Health and Social Care

Health and Social Care

Introduction

This paper outlines the impact of UK health care and social policy reforms on the quality of healthcare provision. Originally, the health care system catered for those in state employment. In addition, key industries had health services of their own. Not until 1972 were peasant farmers encompassed within the system. Like the UK National Health Service (NHS), the system was centrally funded and formally free at the point of delivery. Unlike the NHS, much of the planning and coordination of the health service was performed at the level of the state, on the basis of detailed information provided by fourteen National Research Institutes. Primary care was not provided by family doctors as in the NHS. But, from 1975 onwards a system of integrated health care complexes existed; which integrated inpatient and outpatient care, was hospital-centred, and relied heavily on specialists.

However, what crucially distinguished the impetus to health care transformation in the Soviet Union and later in state socialist Eastern Europe on the one hand, from health care transformation in Western Europe on the other, was that it represented part of a context of systematic anti-capitalist social intervention which first and foremost included the abolition of private ownership. Thus the goals of transformed health care under state socialism were not understood to be simply technical, but explicitly included the much broader aim of restructuring society as a whole (Sigerist, 1937, 89-102).

Discussion and Analysis

Changes to the Polish health care system had been made soon after the ending of communism. The 1991 Health Care Institutions Act allowed for the existence of diverse owners beyond the Ministry of Health (Wills, Douglas, 2004, 431-434). These included regional and local government, other ministries, private bodies, and non-governmental organizations. It provided the legal basis for publicly owned hospitals in UK to become substantially autonomous and responsible for managing their own budgets. But while primary health care was quick to privatize, for political and economic reasons hospitals were not.

The deduction was originally set at 7.5 per cent of taxable income; between 2003 and 2007 this increased annually by one quarter per cent until it reached its present level of 9 per cent (Samuel, Springett, 2007, 211-214).
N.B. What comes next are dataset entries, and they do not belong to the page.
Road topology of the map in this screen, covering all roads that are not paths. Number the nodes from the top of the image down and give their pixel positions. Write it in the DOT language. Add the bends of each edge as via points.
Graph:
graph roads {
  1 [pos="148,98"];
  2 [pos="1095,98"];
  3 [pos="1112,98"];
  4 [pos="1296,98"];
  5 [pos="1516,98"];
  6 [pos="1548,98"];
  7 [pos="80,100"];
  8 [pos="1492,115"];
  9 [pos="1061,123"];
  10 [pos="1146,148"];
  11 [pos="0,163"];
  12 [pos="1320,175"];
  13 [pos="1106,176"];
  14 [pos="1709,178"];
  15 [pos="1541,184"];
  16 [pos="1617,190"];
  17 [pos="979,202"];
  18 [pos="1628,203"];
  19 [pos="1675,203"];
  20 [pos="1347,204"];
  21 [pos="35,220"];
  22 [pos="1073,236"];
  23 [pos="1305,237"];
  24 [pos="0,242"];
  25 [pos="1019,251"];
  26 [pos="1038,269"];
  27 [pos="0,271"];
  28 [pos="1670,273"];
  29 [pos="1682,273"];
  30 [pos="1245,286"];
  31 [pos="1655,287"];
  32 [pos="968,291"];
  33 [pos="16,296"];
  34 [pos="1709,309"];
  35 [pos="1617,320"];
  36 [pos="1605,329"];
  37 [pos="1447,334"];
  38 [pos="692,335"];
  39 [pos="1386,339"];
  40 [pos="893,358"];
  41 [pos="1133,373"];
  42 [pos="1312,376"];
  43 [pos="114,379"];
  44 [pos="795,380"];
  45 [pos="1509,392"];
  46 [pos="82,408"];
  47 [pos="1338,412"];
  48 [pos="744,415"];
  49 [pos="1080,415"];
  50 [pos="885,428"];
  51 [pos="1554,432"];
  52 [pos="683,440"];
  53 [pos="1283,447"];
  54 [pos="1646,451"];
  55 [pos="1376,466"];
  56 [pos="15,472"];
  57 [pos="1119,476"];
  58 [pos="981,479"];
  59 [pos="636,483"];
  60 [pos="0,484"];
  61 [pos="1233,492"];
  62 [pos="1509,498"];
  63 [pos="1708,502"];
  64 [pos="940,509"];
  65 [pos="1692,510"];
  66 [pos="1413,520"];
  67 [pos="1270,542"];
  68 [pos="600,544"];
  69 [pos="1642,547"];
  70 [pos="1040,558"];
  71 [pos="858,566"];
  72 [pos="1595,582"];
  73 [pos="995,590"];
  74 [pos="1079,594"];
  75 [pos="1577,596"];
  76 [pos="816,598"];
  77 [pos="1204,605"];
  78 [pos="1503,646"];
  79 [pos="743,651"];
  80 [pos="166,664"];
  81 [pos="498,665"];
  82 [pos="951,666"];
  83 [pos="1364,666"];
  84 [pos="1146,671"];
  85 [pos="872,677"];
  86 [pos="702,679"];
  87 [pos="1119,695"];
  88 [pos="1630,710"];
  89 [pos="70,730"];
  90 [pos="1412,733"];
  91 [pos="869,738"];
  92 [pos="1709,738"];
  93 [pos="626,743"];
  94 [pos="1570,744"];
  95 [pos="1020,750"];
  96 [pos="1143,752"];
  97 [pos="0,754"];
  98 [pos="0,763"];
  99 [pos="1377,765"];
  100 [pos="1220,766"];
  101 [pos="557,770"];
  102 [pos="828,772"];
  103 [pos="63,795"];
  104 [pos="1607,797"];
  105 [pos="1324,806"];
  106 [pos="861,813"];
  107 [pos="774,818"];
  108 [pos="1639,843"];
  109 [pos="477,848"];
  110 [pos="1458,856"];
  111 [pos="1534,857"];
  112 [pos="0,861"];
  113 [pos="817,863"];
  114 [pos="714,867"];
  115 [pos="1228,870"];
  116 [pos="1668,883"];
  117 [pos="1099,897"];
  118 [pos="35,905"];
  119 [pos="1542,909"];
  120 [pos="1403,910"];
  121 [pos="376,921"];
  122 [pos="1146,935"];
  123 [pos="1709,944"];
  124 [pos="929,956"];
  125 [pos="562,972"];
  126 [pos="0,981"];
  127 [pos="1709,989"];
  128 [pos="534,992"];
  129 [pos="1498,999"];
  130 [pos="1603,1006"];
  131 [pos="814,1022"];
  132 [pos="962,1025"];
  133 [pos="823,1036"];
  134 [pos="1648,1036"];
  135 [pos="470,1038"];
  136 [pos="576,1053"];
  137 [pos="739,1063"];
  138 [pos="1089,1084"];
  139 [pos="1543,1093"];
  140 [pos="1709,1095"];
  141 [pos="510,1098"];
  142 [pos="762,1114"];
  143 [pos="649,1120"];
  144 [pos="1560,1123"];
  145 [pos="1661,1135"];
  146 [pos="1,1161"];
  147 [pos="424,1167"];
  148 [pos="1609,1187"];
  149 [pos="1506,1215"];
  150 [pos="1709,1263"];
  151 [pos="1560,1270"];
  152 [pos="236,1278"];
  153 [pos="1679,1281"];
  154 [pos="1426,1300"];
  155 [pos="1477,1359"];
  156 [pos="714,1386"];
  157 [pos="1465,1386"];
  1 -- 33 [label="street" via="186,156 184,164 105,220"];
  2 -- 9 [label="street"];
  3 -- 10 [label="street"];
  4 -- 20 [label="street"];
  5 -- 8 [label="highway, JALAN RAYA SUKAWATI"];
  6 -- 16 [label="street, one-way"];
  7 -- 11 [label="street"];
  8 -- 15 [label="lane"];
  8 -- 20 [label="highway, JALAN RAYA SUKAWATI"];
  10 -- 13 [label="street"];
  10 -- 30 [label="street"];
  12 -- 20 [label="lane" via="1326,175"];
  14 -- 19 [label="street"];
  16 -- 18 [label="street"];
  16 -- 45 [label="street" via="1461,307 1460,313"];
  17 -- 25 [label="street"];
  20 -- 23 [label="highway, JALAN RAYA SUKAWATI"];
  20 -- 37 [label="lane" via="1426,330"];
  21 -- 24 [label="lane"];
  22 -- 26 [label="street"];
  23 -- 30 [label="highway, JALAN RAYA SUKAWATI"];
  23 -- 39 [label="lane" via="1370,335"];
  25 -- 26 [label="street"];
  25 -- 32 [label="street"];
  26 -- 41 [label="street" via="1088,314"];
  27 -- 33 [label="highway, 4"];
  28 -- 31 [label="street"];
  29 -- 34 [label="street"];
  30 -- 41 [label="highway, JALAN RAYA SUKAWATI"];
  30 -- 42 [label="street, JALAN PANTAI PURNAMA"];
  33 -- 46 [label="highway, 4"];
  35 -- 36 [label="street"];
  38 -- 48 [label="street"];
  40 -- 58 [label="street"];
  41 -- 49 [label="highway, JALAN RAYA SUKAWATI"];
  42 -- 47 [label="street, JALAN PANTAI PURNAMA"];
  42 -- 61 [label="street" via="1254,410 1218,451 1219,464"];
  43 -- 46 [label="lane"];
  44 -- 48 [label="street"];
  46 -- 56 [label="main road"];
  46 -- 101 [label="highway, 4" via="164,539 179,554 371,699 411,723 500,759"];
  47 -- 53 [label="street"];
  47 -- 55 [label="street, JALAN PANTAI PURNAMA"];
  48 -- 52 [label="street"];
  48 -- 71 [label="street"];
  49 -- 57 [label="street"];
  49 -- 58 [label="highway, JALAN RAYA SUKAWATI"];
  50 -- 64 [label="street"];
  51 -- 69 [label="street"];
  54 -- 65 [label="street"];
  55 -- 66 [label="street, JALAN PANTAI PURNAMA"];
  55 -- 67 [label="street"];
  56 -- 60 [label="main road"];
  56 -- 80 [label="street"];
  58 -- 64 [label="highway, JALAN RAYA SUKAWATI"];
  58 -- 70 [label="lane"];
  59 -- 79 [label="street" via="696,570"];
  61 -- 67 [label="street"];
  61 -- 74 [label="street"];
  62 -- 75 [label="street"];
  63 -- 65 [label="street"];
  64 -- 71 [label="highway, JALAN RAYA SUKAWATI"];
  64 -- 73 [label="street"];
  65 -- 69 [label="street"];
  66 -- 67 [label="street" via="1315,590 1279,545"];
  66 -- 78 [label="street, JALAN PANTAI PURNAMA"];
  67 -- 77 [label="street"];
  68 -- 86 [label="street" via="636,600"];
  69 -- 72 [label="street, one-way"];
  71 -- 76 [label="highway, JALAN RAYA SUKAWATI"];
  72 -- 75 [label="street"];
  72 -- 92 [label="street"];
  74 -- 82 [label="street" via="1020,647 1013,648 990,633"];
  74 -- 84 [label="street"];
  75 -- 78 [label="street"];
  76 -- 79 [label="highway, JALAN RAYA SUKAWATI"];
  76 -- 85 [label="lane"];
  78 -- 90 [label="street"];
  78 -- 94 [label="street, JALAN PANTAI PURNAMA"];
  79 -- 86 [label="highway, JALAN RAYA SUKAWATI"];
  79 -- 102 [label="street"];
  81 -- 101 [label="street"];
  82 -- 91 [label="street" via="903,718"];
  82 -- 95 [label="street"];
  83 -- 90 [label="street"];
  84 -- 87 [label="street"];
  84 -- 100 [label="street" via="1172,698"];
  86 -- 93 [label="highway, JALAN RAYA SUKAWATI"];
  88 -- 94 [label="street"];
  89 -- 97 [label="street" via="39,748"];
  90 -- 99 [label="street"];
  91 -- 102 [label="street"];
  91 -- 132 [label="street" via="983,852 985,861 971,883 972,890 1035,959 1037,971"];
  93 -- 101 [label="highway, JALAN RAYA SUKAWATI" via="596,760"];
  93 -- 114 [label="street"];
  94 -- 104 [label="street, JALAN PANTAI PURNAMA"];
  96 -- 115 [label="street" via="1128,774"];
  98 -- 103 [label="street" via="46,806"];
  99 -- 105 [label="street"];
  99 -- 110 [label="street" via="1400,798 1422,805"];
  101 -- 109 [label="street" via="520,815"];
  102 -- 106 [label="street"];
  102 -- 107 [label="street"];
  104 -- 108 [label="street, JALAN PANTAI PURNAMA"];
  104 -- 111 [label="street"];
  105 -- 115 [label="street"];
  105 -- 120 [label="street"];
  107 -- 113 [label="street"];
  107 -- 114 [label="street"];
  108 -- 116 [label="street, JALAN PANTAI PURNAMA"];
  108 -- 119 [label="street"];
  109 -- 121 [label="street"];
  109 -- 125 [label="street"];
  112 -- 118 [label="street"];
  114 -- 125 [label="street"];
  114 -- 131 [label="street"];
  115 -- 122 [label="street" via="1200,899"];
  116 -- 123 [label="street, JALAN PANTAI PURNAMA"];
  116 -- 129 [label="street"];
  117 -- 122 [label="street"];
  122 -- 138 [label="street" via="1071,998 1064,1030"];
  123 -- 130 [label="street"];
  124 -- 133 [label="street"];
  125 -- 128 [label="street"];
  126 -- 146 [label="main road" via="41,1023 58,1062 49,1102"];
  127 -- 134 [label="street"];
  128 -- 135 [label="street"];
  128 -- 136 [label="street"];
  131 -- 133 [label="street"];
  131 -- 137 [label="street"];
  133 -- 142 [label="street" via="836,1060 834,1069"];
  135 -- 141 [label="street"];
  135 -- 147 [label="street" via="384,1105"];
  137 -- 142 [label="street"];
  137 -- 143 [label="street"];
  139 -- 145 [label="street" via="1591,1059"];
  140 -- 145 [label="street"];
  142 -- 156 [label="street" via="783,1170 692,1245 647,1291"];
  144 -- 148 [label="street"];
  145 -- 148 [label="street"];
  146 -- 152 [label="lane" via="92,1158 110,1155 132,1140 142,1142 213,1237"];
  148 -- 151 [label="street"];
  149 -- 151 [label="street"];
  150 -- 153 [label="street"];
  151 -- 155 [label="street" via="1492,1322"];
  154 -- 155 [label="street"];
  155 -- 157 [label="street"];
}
At 7.5 per cent of taxable income the initial health insurance premium was clearly inadequate for the maintenance of pre-existing levels of care (Samuel, Wills, 2007, 115-119). Revenue was also depleted by the fact that one fifth of the working population was unemployed at the time. In a recent interview discussing current reforms, a former minister of health went so far as to suggest that the 1999 reforms had been consciously designed to bring about the privatization of hospitals.

Health and Social Care Policy Reforms

There has been concern for some time about the future of Health Care both in England and worldwide. Health Care had a chequered history under the New Labour government with policies to address health inequalities and build social cohesion sitting uncomfortably alongside an emphasis on individual behaviour ...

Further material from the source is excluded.